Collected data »
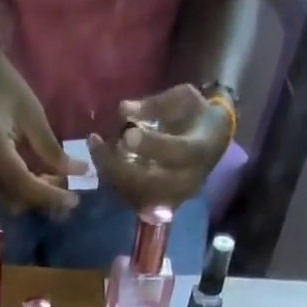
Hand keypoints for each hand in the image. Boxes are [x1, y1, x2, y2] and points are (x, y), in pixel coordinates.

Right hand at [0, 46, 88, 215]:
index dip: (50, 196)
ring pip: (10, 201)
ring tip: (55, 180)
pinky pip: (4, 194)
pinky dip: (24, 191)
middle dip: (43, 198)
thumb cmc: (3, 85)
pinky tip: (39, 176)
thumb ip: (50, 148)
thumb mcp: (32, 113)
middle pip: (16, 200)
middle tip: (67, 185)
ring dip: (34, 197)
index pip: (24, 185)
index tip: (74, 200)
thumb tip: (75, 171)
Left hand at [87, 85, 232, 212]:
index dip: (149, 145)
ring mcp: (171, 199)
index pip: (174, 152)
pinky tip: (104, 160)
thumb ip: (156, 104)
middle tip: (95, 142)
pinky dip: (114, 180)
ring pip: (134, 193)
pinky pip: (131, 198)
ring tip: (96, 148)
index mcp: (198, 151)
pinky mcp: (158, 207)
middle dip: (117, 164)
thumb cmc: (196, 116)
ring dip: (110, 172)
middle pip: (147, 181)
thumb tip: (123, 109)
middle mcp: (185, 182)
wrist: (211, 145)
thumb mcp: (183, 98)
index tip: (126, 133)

...

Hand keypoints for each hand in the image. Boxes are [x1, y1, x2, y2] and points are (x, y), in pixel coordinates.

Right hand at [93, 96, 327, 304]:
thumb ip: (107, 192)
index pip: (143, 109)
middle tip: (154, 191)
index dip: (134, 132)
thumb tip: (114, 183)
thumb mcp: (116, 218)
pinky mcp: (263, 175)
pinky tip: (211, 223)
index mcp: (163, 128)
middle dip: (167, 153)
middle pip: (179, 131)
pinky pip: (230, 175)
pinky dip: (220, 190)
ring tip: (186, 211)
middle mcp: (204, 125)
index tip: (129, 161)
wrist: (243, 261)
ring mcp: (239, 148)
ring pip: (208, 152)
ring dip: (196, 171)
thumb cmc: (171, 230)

Required work »
Return exactly, and only, the lines above starting at the line that contains "pinky dip: (114, 180)" and ending at the line that contains "index tip: (126, 133)".

Solution »
pinky dip: (114, 180)
ring pip: (134, 193)
pinky pip: (131, 198)
ring tip: (96, 148)
index mcp: (198, 151)
pinky mcp: (158, 207)
middle dip: (117, 164)
thumb cmc: (196, 116)
ring dip: (110, 172)
middle pip: (147, 181)
thumb tip: (123, 109)
middle mcp: (185, 182)
wrist: (211, 145)
thumb mcp: (183, 98)
index tip: (126, 133)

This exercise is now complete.